I first heard of Atom Egoyan about 10 years ago. Mike D'Angelo had written a review on Exotica, which he loved. Before Taratino (re-)popularized non-linear story-telling, Egoyan was doing it earlier.
Egoyan has been criticized for telling chilly stories, where characters are hard to relate to, and for appealing to the brainy set. He often opens his film with a peculiar scene. In The Sweet Hereafter, it is a view that's very odd, blurred. Over time, you see that it is water rushing down a windshield. Then, you see it is a person in a car in a carwash. This opening scene makes an apperance later, as it does in Calendar.
The opening scene of Calendar is a video being taken on a dirt road passing by, if I recall, sheep, or some herd of animals. The car lurches forward, then stops, as it negotiates past animals occupying the road. This scene is finally explained at the very end of the film.
Egoyan isn't like David Lynch, who often does not explain what he's doing. Egoyan explains, but in a subtle way. He gives you scenes out of context, and then puts them in context, making you piece together what's happening. In the middle of this intellectual exercise are often characters that are dealing with emotional issues, yet, he presents these traumas in a muted way, so subtle, you may not even notice if you don't pay attention.
One of my favorite Egoyan pix is one of his first: Next of Kin. It tells the story of a WASPish Canadian teen, who has the life. His parents are rich, but they are emotionally hollow. Nowhere is this more evident than in an early scene, where his parents sit near their indoor pool, and the boy is swimming. He hides behind a structure, out of view of his parents, and doesn't move.
Do his parents care? Do they rush to see if he's alive? His mother peers out for a moment, then goes back to reading. He realizes his parents don't care if he's alive or dead.
They go seek counseling. He finds a tape of an Armenian-Canadian family who is dealing with their own familial issues. The daughter, as many immigrant daughters do, is rebelling against her parents. They attribute part of their problems to a son they had to give up for adoption. The WASPish kid gets an idea. He will pretend to be their son. He is not Armenian, but he gives it a try.

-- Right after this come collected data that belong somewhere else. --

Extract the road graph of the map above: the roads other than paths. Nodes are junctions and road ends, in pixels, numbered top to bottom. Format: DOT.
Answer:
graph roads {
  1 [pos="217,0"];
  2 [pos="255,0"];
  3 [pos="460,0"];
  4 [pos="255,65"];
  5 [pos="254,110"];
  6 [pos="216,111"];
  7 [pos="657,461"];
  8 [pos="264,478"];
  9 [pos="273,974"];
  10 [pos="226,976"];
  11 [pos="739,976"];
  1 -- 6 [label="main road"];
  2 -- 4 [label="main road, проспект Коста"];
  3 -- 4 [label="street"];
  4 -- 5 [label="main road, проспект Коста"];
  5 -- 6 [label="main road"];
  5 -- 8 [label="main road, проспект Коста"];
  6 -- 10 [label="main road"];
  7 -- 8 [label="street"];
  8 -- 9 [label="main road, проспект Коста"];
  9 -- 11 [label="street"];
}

The parents are so desperate to fill this missing void, that they don't even question that this is their son.
Ultimately, the film also serves as a kind of metaphor. We've all heard of American being a melting pot, but it's seen as something peculiar to the United States. Yet, people emigrated to Canada as well. Egoyan's family emigrated by way of Egypt (although he is Armenian).
The Armenian family isn't perfect. It argues. It tries to bridge the gap between the old culture and the new. The father likes to go to strip clubs, even as the mother has no idea, and devotedly stays at home. Yet, they are more vibrantly alive than the family that's considered more truly Canadian.
Egoyan hits several themes that he revisits again and again. First, there is some relation between the WASPish son, and the Armenian family's daughter. Egoyan hints at a kind of incest, even though they are not brother and sister. This kind of almost-incest occurs in Ararat between a half-sister and half-brother, though it's explored more explicitly.
He also visits the video as a form of digital memory. In this case, video is used in the interviews that the WASP kid views. In later films, especially, Calendar, it serves as a kind of selective memory, showing that even video, which is meant to be objective, is, at times, not at all objective. You watch what you want to, and what it means, depends on the viewer.
Egoyan also deals with some themes he doesn't explore so much in later films, such as the Armenian immigration experience. At one point, the "son" who is clearly in his late teens, wants to be held by his "mother" as she did when he was young, even though such an incident never occurred.
It is a form of rebirth, and as with many scenes, Egoyan mutes the emotional impact of this kind of rebirth. It is common among, say, born-again Christians, and yet, he does it without any religious implications. Egoyan constantly revisits powder-keg issues but never glamorizes or overplays it, partly, because he wants us to accept it as it is. I believe, for example, that he thinks incest is indeed fine, in the right conditions, but he also knows it's a very tricky subject, and so he must show it in a way the unintelligent viewer doesn't notice or care, and the intelligent viewer sees him sneaking the ideas in.
The transition theme also occurs at a birthday party. The kid has a birthday early on, where his real parents go through the motions. Then, he has another one in the Armenian family. They sing "Happy Birthday" before slipping into a traditional Armenian song, and you see the embrace of one culture for another, and one child into a family, serving both a small and large theme simulataneously. Egoyan seems to avoid this parallelism in his later films, preferring to tell the story at hand, and not make it metaphorical of something bigger (either that, or he's even more subtle).
Go watch Next of Kin, and you'll see a master at his audacious start.